Konsumsi rumah tangga adalah kontributor terbesar PDB nasional (lebih dari 52 persen), sehingga penurunan ini berdampak langsung ke ekonomi nasional.
Fakta kedua ialah tidak linearnya antara kenaikan tingkat harga pangan dengan pendapatan. Biaya makanan di Indonesia meningkat 1,99 persen pada Juni 2025 dibandingkan dengan bulan yang sama tahun sebelumnya, melonjak dari 1,03 persen pada Mei.
Sedangkan di sisi lain upah riil pekerja relatif tidak mengalami perubahan. Kondisi Ini berarti masyarakat harus mengurangi konsumsi barang sekunder karena terpaksa fokus pada barang primer.
Data berikutnya menunjukkan bahwa saat ini kondisi penjualan ritel tengah lesu. Data Indeks Penjualan Riil Bank Indonesia menunjukkan kontraksi pada sektor pakaian jadi, barang elektronik, dan perlengkapan rumah tangga.
Bahkan diskon besar-besaran di e-commerce dan pusat perbelanjaan tidak banyak menggerakkan volume pembelian.
Kita tidak bisa menyalahkan masyarakat yang menjadi "rojali", sebab apa yang terjadi adalah konsekuensi dari struktur ekonomi yang belum menyelesaikan persoalan mendasarnya.

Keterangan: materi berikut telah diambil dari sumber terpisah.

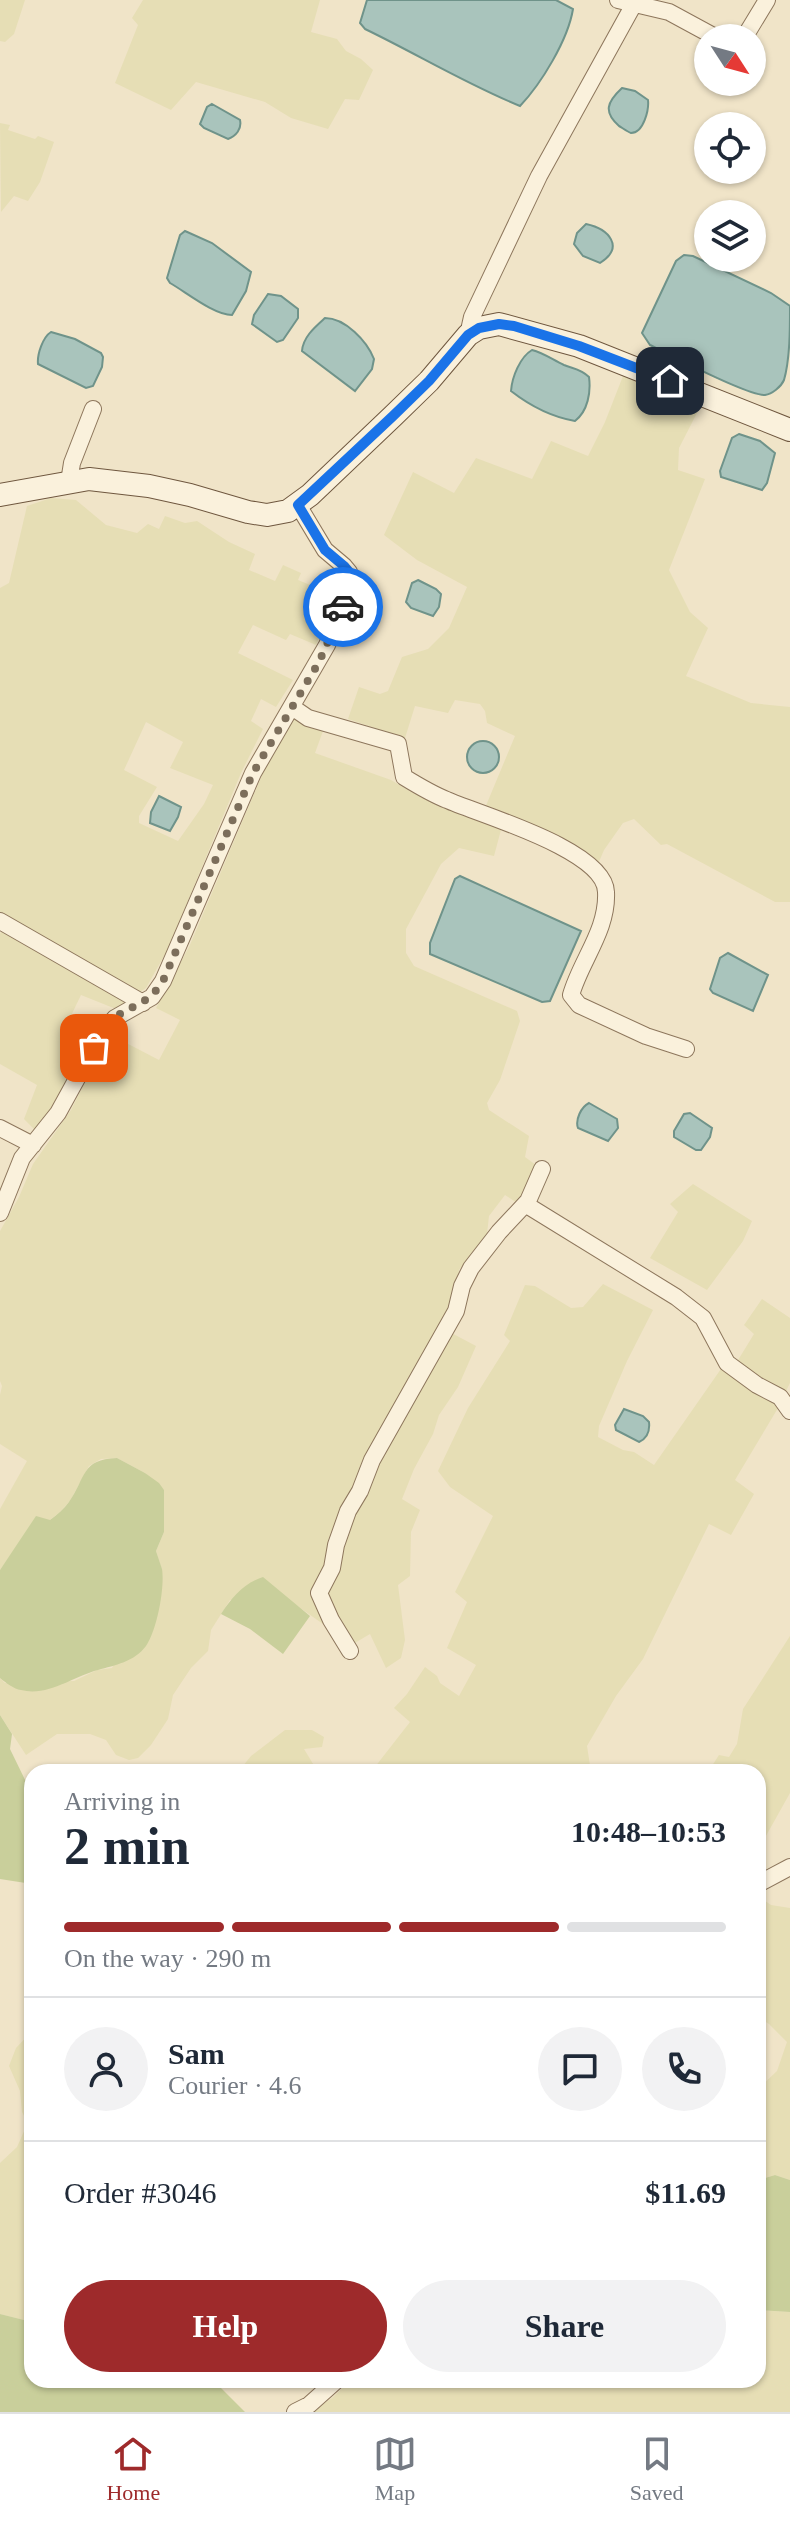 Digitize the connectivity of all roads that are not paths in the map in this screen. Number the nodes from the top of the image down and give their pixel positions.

Terdapat sejumlah penyebab sistemik yang memperlemah daya beli masyarakat.
Pertama, kenaikan harga tanpa diimbangi kenaikan upah yang signifikan. Banyak pekerja sektor informal dan UMKM tidak mengalami peningkatan penghasilan, padahal biaya hidup terus naik.
Sektor pertanian dan perdagangan justru mengalami penurunan pendapatan riil, karena margin makin kecil dan biaya produksi meningkat.

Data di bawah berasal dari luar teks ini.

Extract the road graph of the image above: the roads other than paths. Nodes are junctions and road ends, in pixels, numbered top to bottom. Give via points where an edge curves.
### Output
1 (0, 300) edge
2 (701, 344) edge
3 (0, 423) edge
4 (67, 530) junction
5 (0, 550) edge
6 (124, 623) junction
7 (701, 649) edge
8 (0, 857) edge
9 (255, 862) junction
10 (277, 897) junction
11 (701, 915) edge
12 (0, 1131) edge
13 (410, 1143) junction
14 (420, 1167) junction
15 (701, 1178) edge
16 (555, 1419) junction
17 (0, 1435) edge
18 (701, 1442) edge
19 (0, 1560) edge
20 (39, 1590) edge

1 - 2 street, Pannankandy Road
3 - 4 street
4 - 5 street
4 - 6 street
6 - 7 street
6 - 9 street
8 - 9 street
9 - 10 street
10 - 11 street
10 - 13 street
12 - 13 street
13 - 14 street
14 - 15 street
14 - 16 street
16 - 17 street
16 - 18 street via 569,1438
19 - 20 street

Kedua, lapangan kerja rentan dan fluktuatif. Banyak masyarakat bekerja di sektor tidak tetap seperti ojek online, freelancer, pedagang kecil. Mereka memiliki penghasilan tidak menentu, sehingga konsumsi menjadi pilihan terakhir, bukan utama.

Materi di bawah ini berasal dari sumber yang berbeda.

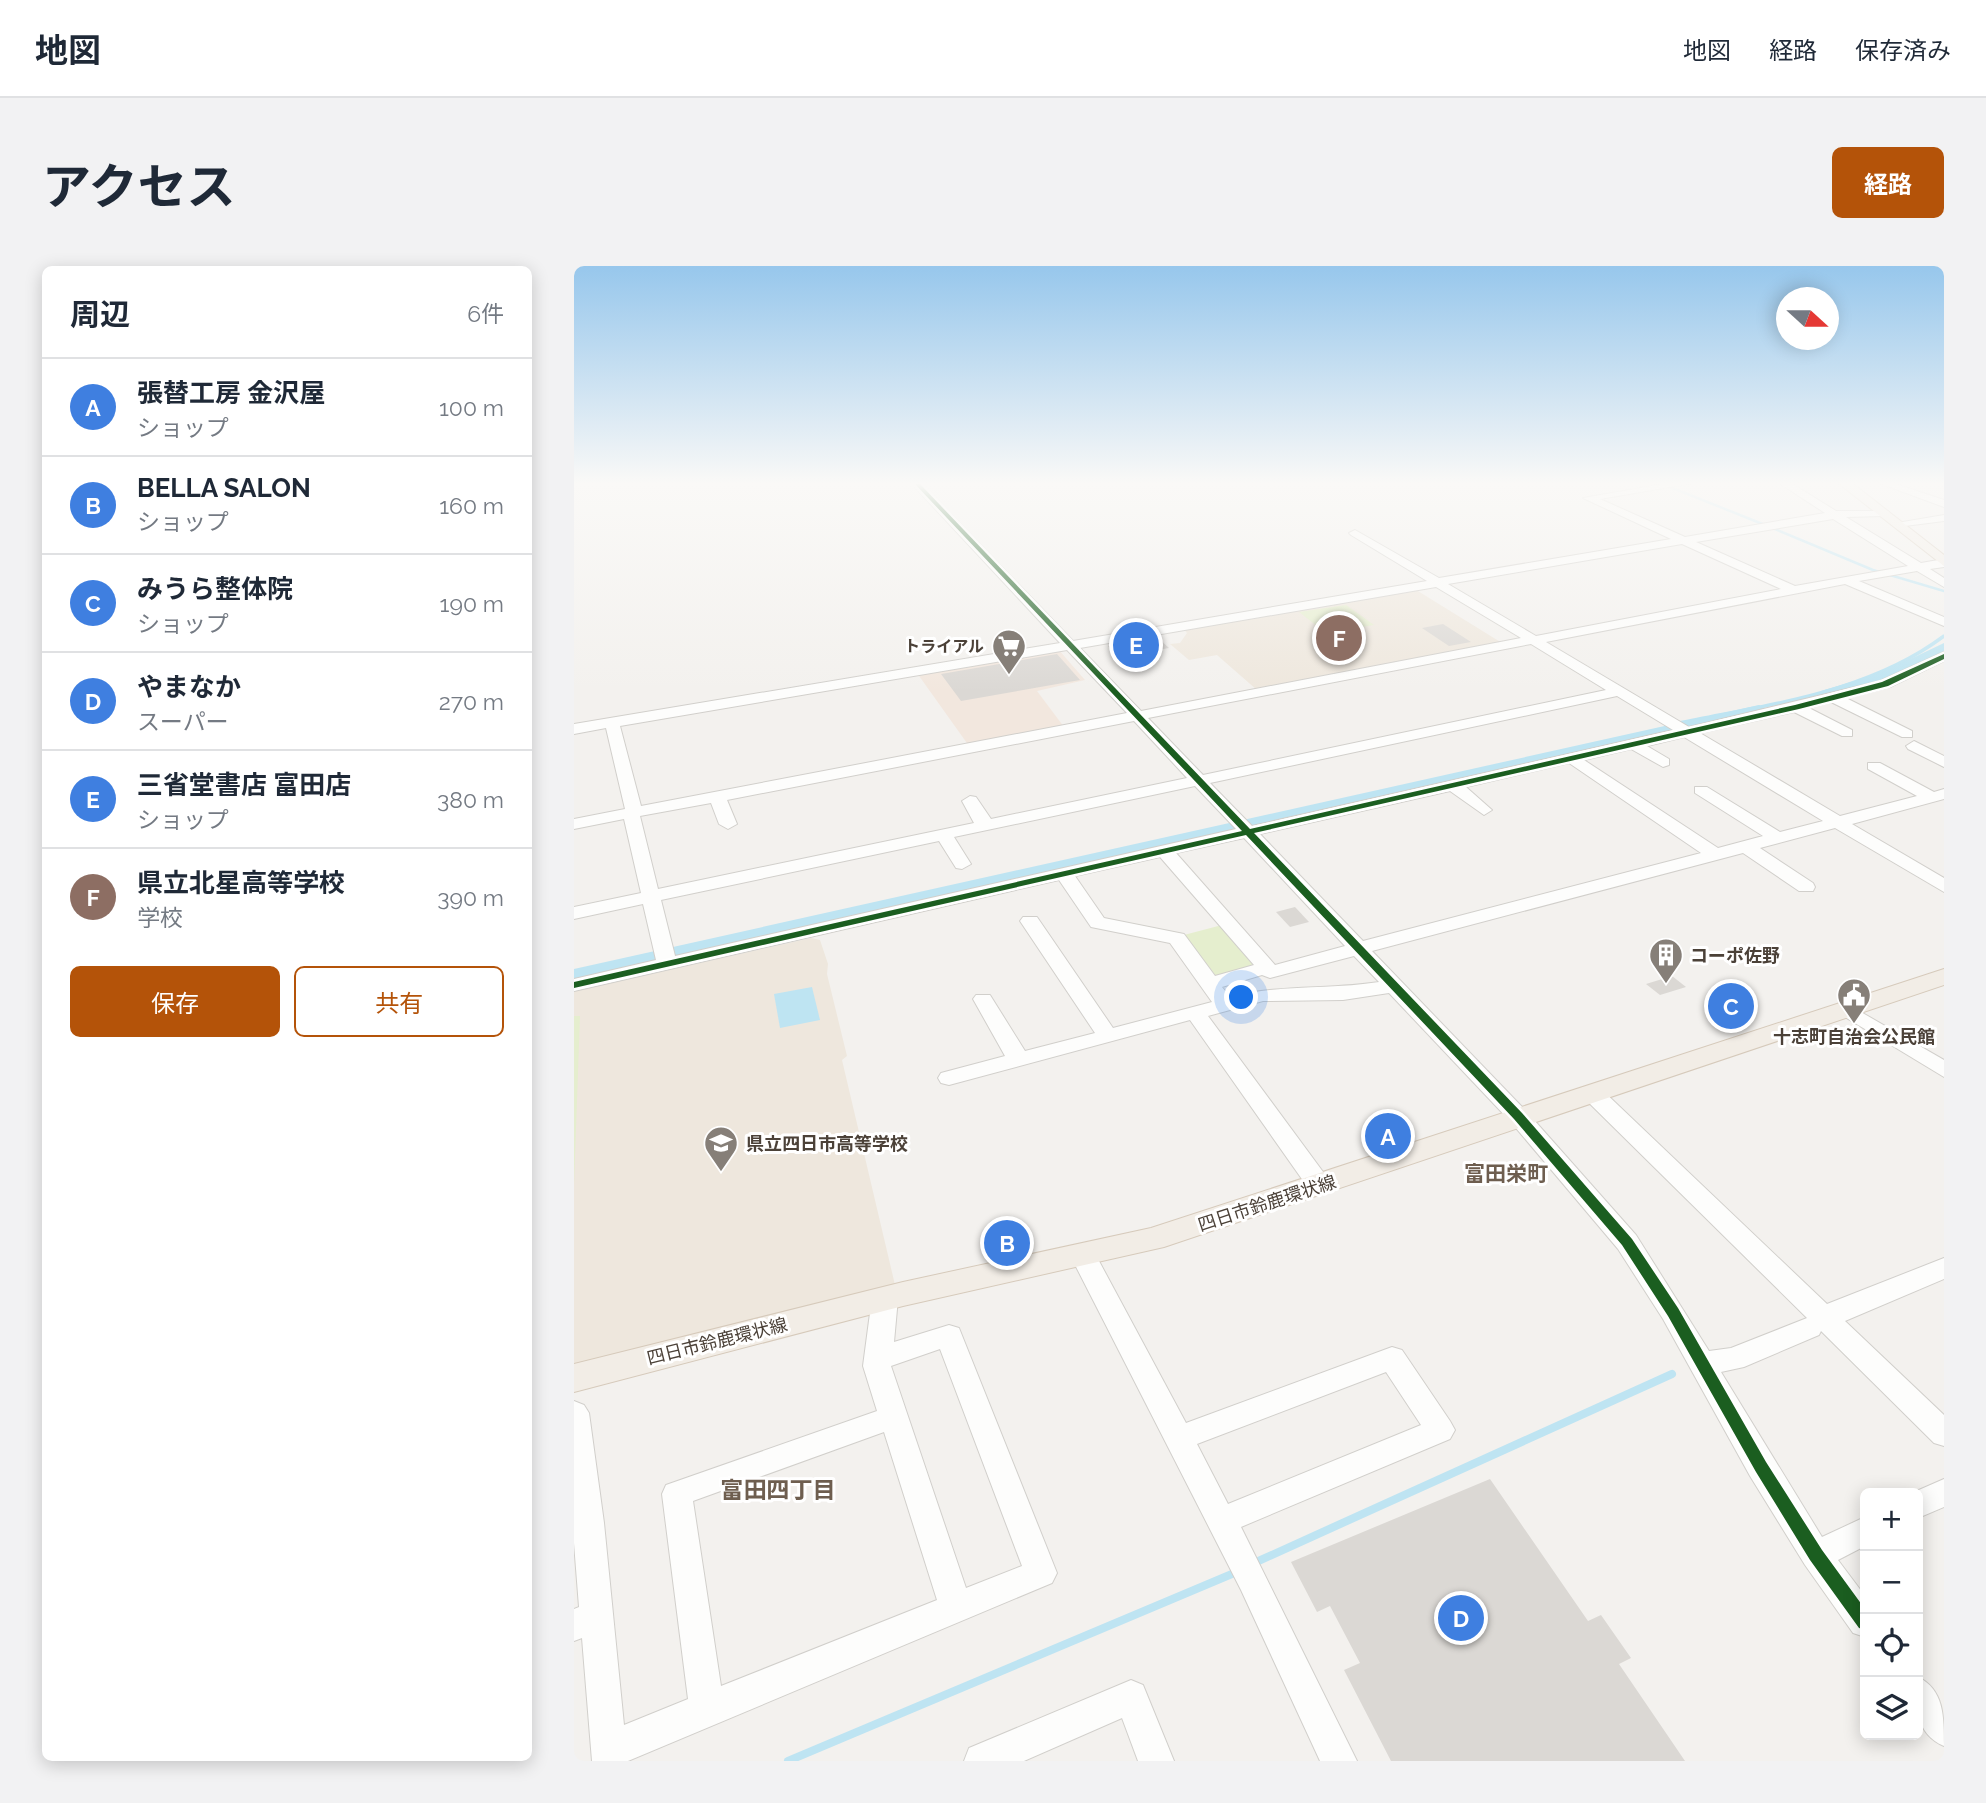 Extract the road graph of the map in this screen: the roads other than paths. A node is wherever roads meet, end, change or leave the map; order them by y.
1 (981, 553) edge
2 (1388, 553) edge
3 (1612, 553) edge
4 (1709, 553) edge
5 (1894, 553) edge
6 (1944, 562) edge
7 (1917, 567) junction
8 (1846, 580) junction
9 (1438, 582) junction
10 (1944, 583) edge
11 (1794, 590) junction
12 (1944, 622) edge
13 (1535, 640) junction
14 (1068, 645) junction
15 (1944, 656) edge
16 (1620, 691) junction
17 (1852, 693) junction
18 (1834, 698) junction
19 (1796, 707) junction
20 (1135, 716) junction
21 (612, 722) junction
22 (574, 729) edge
23 (1685, 729) junction
24 (1847, 733) dead end
25 (1909, 734) junction
26 (1633, 744) junction
27 (1571, 758) junction
28 (1663, 762) dead end
29 (1944, 762) edge
30 (1874, 766) dead end
31 (1196, 781) junction
32 (1452, 784) junction
33 (1701, 790) dead end
34 (718, 796) junction
35 (1938, 796) edge
36 (970, 801) dead end
37 (1484, 810) dead end
38 (633, 813) junction
39 (1839, 821) junction
40 (574, 824) edge
41 (728, 824) dead end
42 (989, 825) junction
43 (1241, 828) junction
44 (944, 835) junction
45 (1778, 838) junction
46 (1745, 847) junction
47 (1164, 850) junction
48 (1716, 855) junction
49 (962, 864) dead end
50 (1064, 874) junction
51 (1944, 886) edge
52 (1806, 887) dead end
53 (653, 897) junction
54 (574, 913) edge
55 (1030, 921) dead end
56 (1358, 950) junction
57 (666, 958) junction
58 (1267, 968) junction
59 (574, 972) edge
60 (1944, 977) edge
61 (1212, 983) junction
62 (574, 985) edge
63 (1393, 986) junction
64 (983, 999) dead end
65 (1225, 1004) junction
66 (1847, 1010) junction
67 (1195, 1012) junction
68 (1107, 1035) junction
69 (1021, 1059) junction
70 (1944, 1070) edge
71 (949, 1078) dead end
72 (1591, 1092) junction
73 (1518, 1116) junction
74 (1321, 1186) junction
75 (1083, 1255) junction
76 (1944, 1268) edge
77 (885, 1298) junction
78 (1817, 1321) junction
79 (880, 1357) junction
80 (1702, 1363) junction
81 (574, 1378) edge
82 (574, 1413) edge
83 (893, 1417) junction
84 (1944, 1434) edge
85 (1177, 1439) junction
86 (1944, 1492) edge
87 (1923, 1502) edge
88 (1221, 1521) junction
89 (1860, 1533) edge
90 (1816, 1555) junction
91 (956, 1609) junction
92 (1860, 1615) edge
93 (585, 1621) edge
94 (1923, 1701) edge
95 (708, 1708) junction
96 (1944, 1728) edge
97 (609, 1755) edge
98 (983, 1761) edge
99 (1156, 1761) edge
100 (1339, 1761) edge

1 - 14 street
2 - 9 street
3 - 9 street
4 - 11 street
5 - 7 street
6 - 7 street
7 - 8 street
7 - 10 street
8 - 11 street
8 - 12 street
9 - 13 street
9 - 14 street
11 - 13 street
13 - 16 street
13 - 20 street
14 - 20 street
14 - 21 street
15 - 17 street
16 - 23 street
16 - 31 street
17 - 18 street
17 - 25 street
18 - 19 street
18 - 25 street
19 - 23 street
19 - 24 street
20 - 31 street
20 - 34 street
21 - 22 street
21 - 38 street
23 - 26 street
23 - 39 street
25 - 29 street
26 - 27 street
26 - 28 street
27 - 32 street
27 - 48 street
30 - 35 street
31 - 42 street
31 - 43 street
32 - 37 street
32 - 43 street
33 - 45 street
34 - 38 street
34 - 41 street
35 - 39 street
36 - 42 street
38 - 40 street
38 - 53 street
39 - 45 street
39 - 51 street
42 - 44 street
43 - 47 street
43 - 56 street
44 - 49 street
44 - 53 street
45 - 46 street
46 - 48 street
46 - 52 street
47 - 50 street
47 - 58 street
48 - 56 street
50 - 57 street
50 - 61 street
53 - 54 street
53 - 57 street
55 - 68 street
56 - 58 street
56 - 63 street
57 - 59 street
57 - 62 street
58 - 61 street
60 - 66 main road, 四日市鈴鹿環状線
61 - 65 street
63 - 65 street
63 - 73 street
64 - 69 street
65 - 67 street
66 - 70 street
66 - 72 main road, 四日市鈴鹿環状線
67 - 68 street
67 - 74 street
68 - 69 street
69 - 71 street
72 - 73 main road, 四日市鈴鹿環状線
72 - 78 street
73 - 74 main road, 四日市鈴鹿環状線
73 - 80 street
74 - 75 main road, 四日市鈴鹿環状線
75 - 77 main road, 四日市鈴鹿環状線
75 - 85 street
76 - 78 street
77 - 79 street
77 - 81 main road, 四日市鈴鹿環状線
78 - 80 street
78 - 84 street
79 - 83 street
79 - 91 street
80 - 90 street
82 - 93 street
83 - 91 street
83 - 95 street
85 - 88 street
85 - 88 street
86 - 87 street
88 - 100 street
89 - 90 street
90 - 92 street
91 - 95 street
93 - 97 street
94 - 96 street
95 - 97 street
98 - 99 street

Ketiga, beban biaya hidup yang terus membesar. Kenaikan tarif listrik, transportasi, biaya sekolah, dan layanan kesehatan non-subsidi ikut menyedot pengeluaran masyarakat.
Biaya tak terduga seperti rawat inap, pendidikan anak, atau kredit motor—membuat masyarakat lebih berhati-hati membelanjakan uang.
Bahkan dalam analisis data Kompas mengungkap bahwa rata-rata biaya sekolah dasar selama 2018-2024 naik hingga 12,6 persen per tahun. Sedangkan kenaikan gaji orangtua pada periode yang sama hanya 2,6 persen per tahun.
Keempat, semakin melebarnya kesenjangan distribusi pertumbuhan ekonomi. Meski ekonomi tumbuh di kisaran 5 persen dalam beberapa tahun terakhir, tapi kue pertumbuhan ekonomi dinikmati secara tidak merata.
Sebagian besar manfaat hanya dirasakan oleh kelompok atas dan korporasi besar, sementara masyarakat kelas menengah-bawah masih berkutat dengan kebutuhan harian.
Dari sisi pelaku usaha, terutama sektor ritel dan UMKM, fenomena Rojali sangat meresahkan. Beberapa dampak yang dirasakan ialah turunnya omzet harian secara drastis, padahal biaya operasional tetap tinggi.
Kemudian menurunnya kepercayaan terhadap daya serap pasar lokal, sehingga banyak usaha yang akhirnya tutup atau beralih ke daring. Serta, lesunya ekonomi lokal, terutama di daerah wisata, pasar rakyat, dan sentra UMKM.
Untuk mengatasi fenomena Rojali dan pelemahan daya beli, solusi yang dibutuhkan tidak bisa hanya tambal-sulam. Butuh kebijakan yang sifatnya struktural dan afirmatif.
Pertama, pemerintah perlu melakukan intervensi dalam menstabilisasi harga kebutuhan pokok. Pemerintah perlu lebih aktif mengendalikan harga pangan, bukan sekadar merespons saat harga sudah melonjak.
Distribusi pangan murah dan program pasar rakyat harus diperluas dan dipermanenkan.
Kedua, pemerintah perlu melakukan reformasi upah dan perlindungan sosial. Upah minimum harus ditinjau berbasis kenaikan kebutuhan hidup, bukan sekadar inflasi. Perluasan jaminan sosial untuk pekerja informal (seperti BPJS PBI dan subsidi UMKM) harus dipercepat.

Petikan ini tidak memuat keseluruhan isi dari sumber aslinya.